*** Opening of DATA TO USE ***

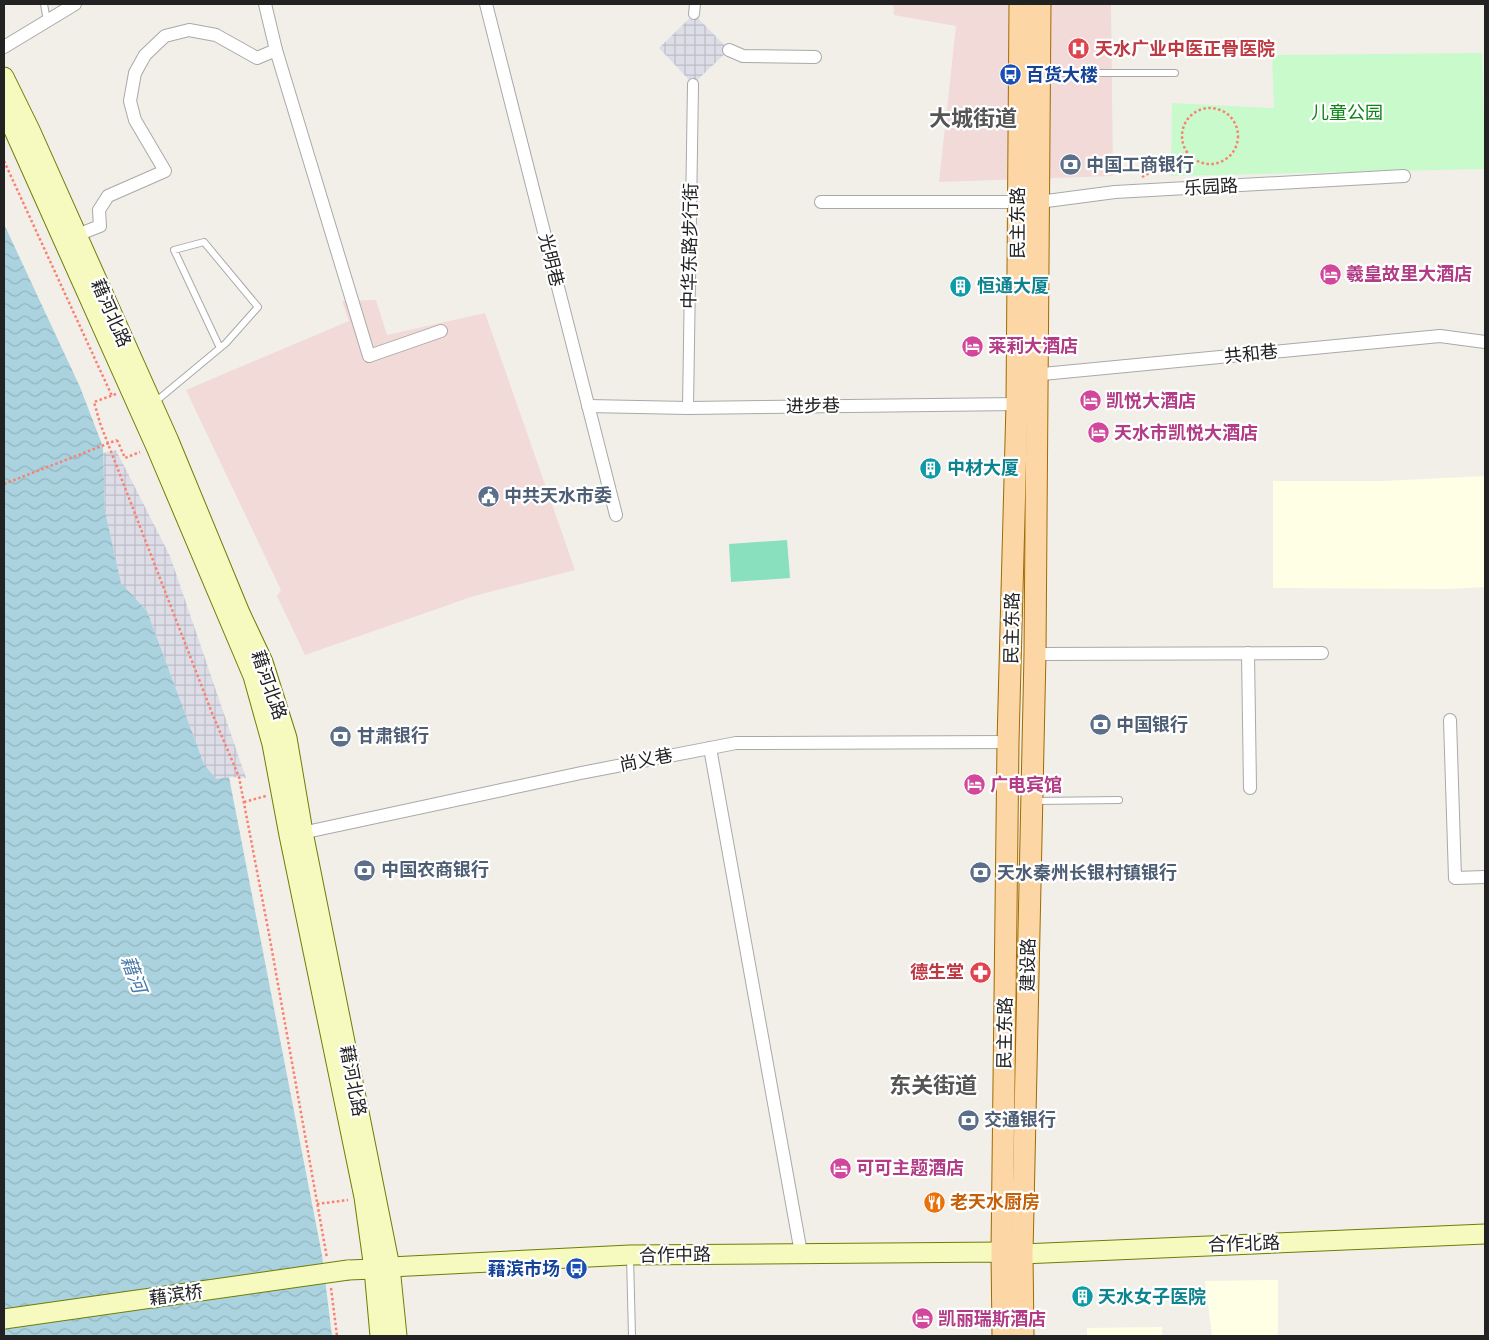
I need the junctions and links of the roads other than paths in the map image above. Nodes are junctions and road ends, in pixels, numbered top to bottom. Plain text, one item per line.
1 (44, 4) edge
2 (75, 4) edge
3 (265, 4) edge
4 (486, 4) edge
5 (1020, 4) edge
6 (1040, 4) edge
7 (46, 21) junction
8 (4, 47) edge
9 (276, 50) junction
10 (729, 50) dead end
11 (815, 57) dead end
12 (1175, 73) dead end
13 (1040, 74) junction
14 (4, 77) edge
15 (693, 84) dead end
16 (4, 108) edge
17 (1404, 176) dead end
18 (821, 202) dead end
19 (1029, 202) junction
20 (77, 235) junction
21 (441, 331) dead end
22 (1485, 342) edge
23 (220, 348) junction
24 (1027, 376) junction
25 (1027, 403) junction
26 (152, 405) junction
27 (588, 406) junction
28 (688, 408) junction
29 (616, 515) dead end
30 (1248, 653) junction
31 (1322, 653) dead end
32 (1035, 654) junction
33 (1450, 720) dead end
34 (1008, 742) junction
35 (710, 748) junction
36 (1250, 788) dead end
37 (1119, 800) dead end
38 (1032, 801) junction
39 (296, 834) junction
40 (1485, 877) edge
41 (1485, 1234) edge
42 (801, 1253) junction
43 (1012, 1253) junction
44 (630, 1255) junction
45 (382, 1268) junction
46 (348, 1270) joint
47 (4, 1319) edge
48 (380, 1336) edge
49 (397, 1336) edge
50 (632, 1336) edge
51 (1003, 1336) edge
52 (1023, 1336) edge

1 - 7 lane
2 - 7 street
3 - 9 street
4 - 27 street, 光明巷
5 - 19 main road, 民主东路
6 - 13 main road, 民主东路
7 - 8 street
9 - 20 street
9 - 21 street
10 - 11 street
12 - 13 lane
13 - 19 main road, 民主东路
14 - 20 main road, 藉河北路
15 - 28 street, 中华东路步行街
16 - 39 main road, 藉河北路
17 - 19 street, 乐园路
18 - 19 street, 乐园路
19 - 24 main road, 民主东路
20 - 26 main road, 藉河北路
22 - 24 street, 共和巷
23 - 23 lane
23 - 26 lane
24 - 25 main road, 民主东路
25 - 28 street, 进步巷
25 - 32 main road, 民主东路
25 - 34 main road, 民主东路
26 - 39 main road, 藉河北路
27 - 28 street, 进步巷
27 - 29 street, 光明巷
30 - 31 street
30 - 32 street
30 - 36 street
32 - 38 main road, 建设路
33 - 40 street
34 - 35 street, 尚义巷
34 - 43 main road, 民主东路
35 - 39 street, 尚义巷
35 - 42 street
37 - 38 lane
38 - 43 main road, 建设路
39 - 45 main road, 藉河北路
39 - 45 main road, 藉河北路
41 - 43 main road, 合作北路
42 - 43 main road, 合作中路
42 - 44 main road, 合作中路
43 - 51 main road, 建设路
43 - 52 main road, 建设路
44 - 45 main road, 合作中路
44 - 50 lane
45 - 46 main road, 合作中路
45 - 48 main road, 藉河北路
45 - 49 main road, 藉河北路
46 - 47 main road, 藉滨桥, bridge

*** Close of DATA TO USE ***

> **INSTRUCTIONS FOR THE TASK**: Each line in the data that holds the word "lane" must be copied.

> **WRITTEN ANSWER**:
1 - 7 lane
12 - 13 lane
23 - 23 lane
23 - 26 lane
37 - 38 lane
44 - 50 lane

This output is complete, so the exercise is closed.